RISULTATI EUROPEE 2009/4 Gordon Brown, quando il grigiore prevale su tutto

Scritto da: il 11.06.09
Articolo scritto da . Giornalista e saggista catanese. Dopo 18 anni altrove (prevalentemente a Bologna e a Roma, con una puntata a Turku, in Finlandia, e numerosi viaggi per il nord Europa) , è rientrato a CT e cerca, insieme ad alcuni amici, di capire (prima) e spiegare (poi) i meccanismi socio-politici che presiedono al "funzionamento" del microverso dell'Isola. Senza comunque dimenticare il resto del globo, dove ogni giorno accadono eventi che spessissimo sono (di molto) piú importanti di quelli siciliani ed etnei ... Con questo blog, chiamato "The Lo Re Report" in onore del fantastico "The Colbert Report" dell'umorista americano Stephen Colbert, Lo Re - che si sta sentendo profondamente scemo a scrivere di se stesso in terza persona - intende dare agli amici e conoscenti interessati alle sue analisi (non oltre i 24, uno in meno dei lettori del Manzoni, per carità) uno strumento piú agile e dinamico del sito, che per sua natura (nonché per ignavia del Lo Re stesso) è certo ben statico.

Il premier (ancora per quanto?) britannico Gordon Brown è un uomo preparatissimo, un economista che da cancelliere delle Scacchiere sotto i vari governi di Tony Blair ha lavorato splendidamente, contribuendo a rendere ben florida l’economia del Regno e ben solida la sterlina. Ma da primo ministro ha clamorosamente fallito e queste elezioni europee (abbinate anche in UK ad alcune amministrative) sono state una pietra tombale per la sua carriera politica, almeno per ruoli di primissimo piano.
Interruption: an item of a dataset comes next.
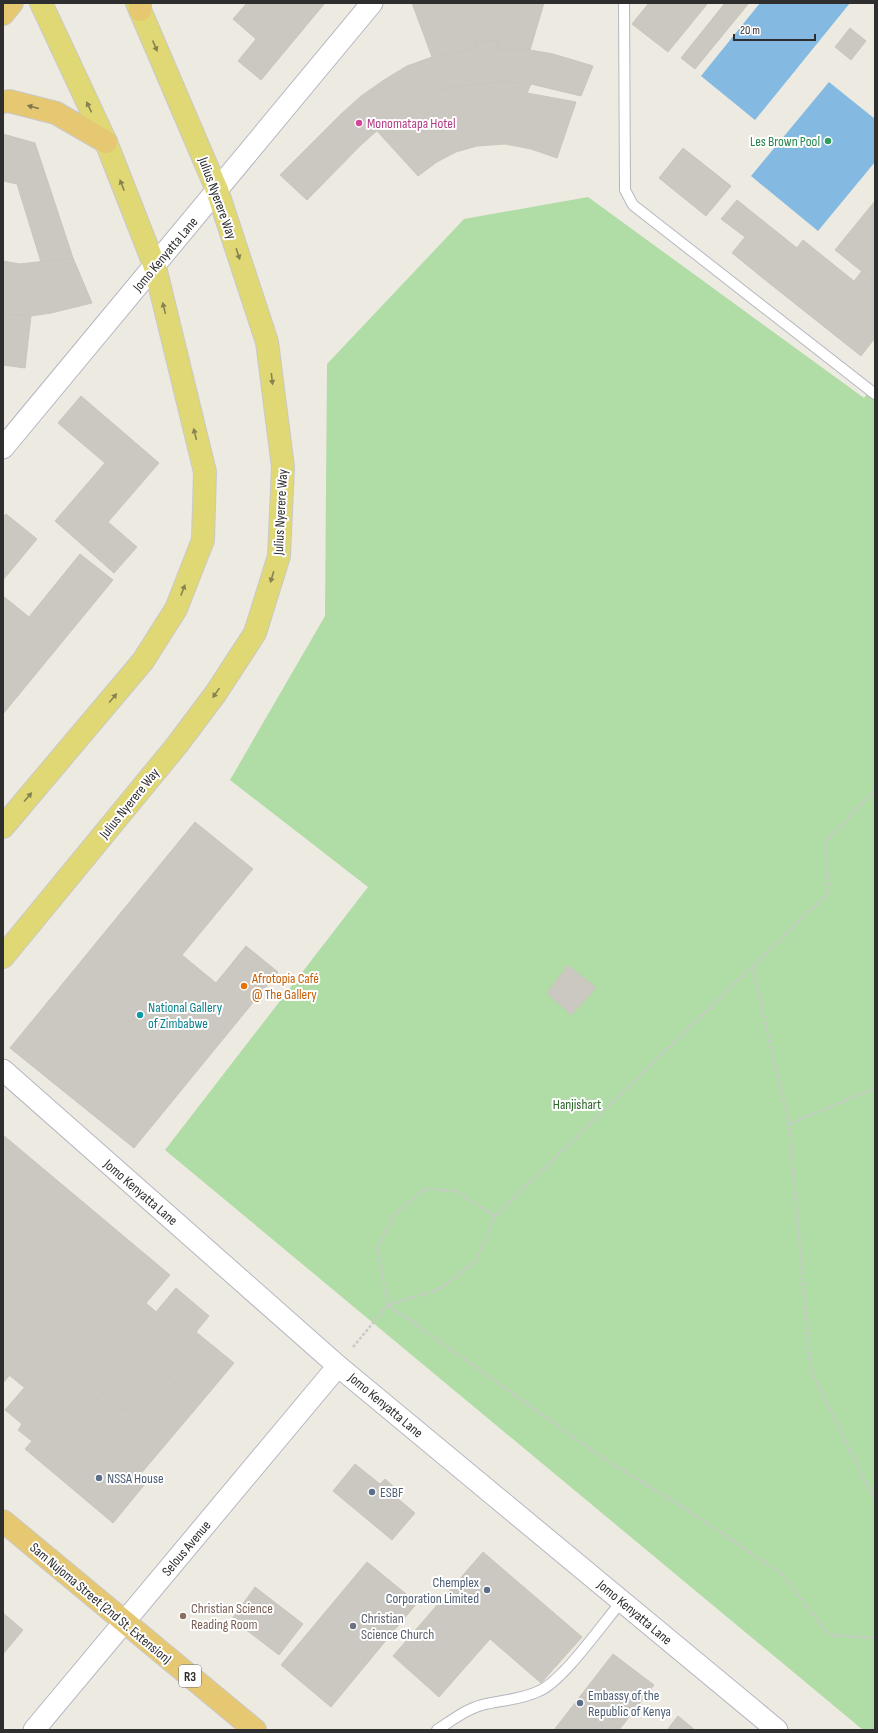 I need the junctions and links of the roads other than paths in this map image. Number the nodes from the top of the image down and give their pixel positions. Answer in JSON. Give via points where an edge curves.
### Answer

Il Partito Laburista, il New Labour “creato” da Tony Blair picconando la splendida creatura politica britannica che ha dato vita ai sogni novecenteschi di molti socialdemocratici europei, è uscito con le ossa frantumate dalle urne. Terzo partito nei governi locali dopo i conservatori e i liberaldemocratici e terzo partito alle europee dopo i conservatori e gli euroscettici dell’Ukip, ossia lo United Kingdom Independence Party, una formazione il cui solo “brand” equivale ad un intero programma di decine di pagine.

Il Labour, per la prima volta dal 1920 (ma era stato fondato appena 4 anni prima) è sceso sotto il 20% dei consensi. E non di poco, visto che solo il 15.8% dei britannici lo ha votato.

Perché una simile crisi? L’unica risposta che è possibile dare, a prescindere dal gossip attorno ad un presunto complotto di Blair e dei suoi, ruota attorno al grigiore di Brown. Uno scozzese colto e serio che però non ha nessun appeal nell’imperante società dell’immagine dei nostri giorni. Triste da constatare, ma è proprio così.

Ora il rischio che il Labour corre ad un anno dalle elezioni politiche è di uscire di scena definitivamente, di divenire marginale oltre ogni limite ipotizzabile. Insomma, nel 2010 Londra potrebbe riavere un Parlamento come 300 anni fa circa, solamente con Tory e Whig. Un sogno per il liberaldemocratici. Ma un vero incubo per i laburisti.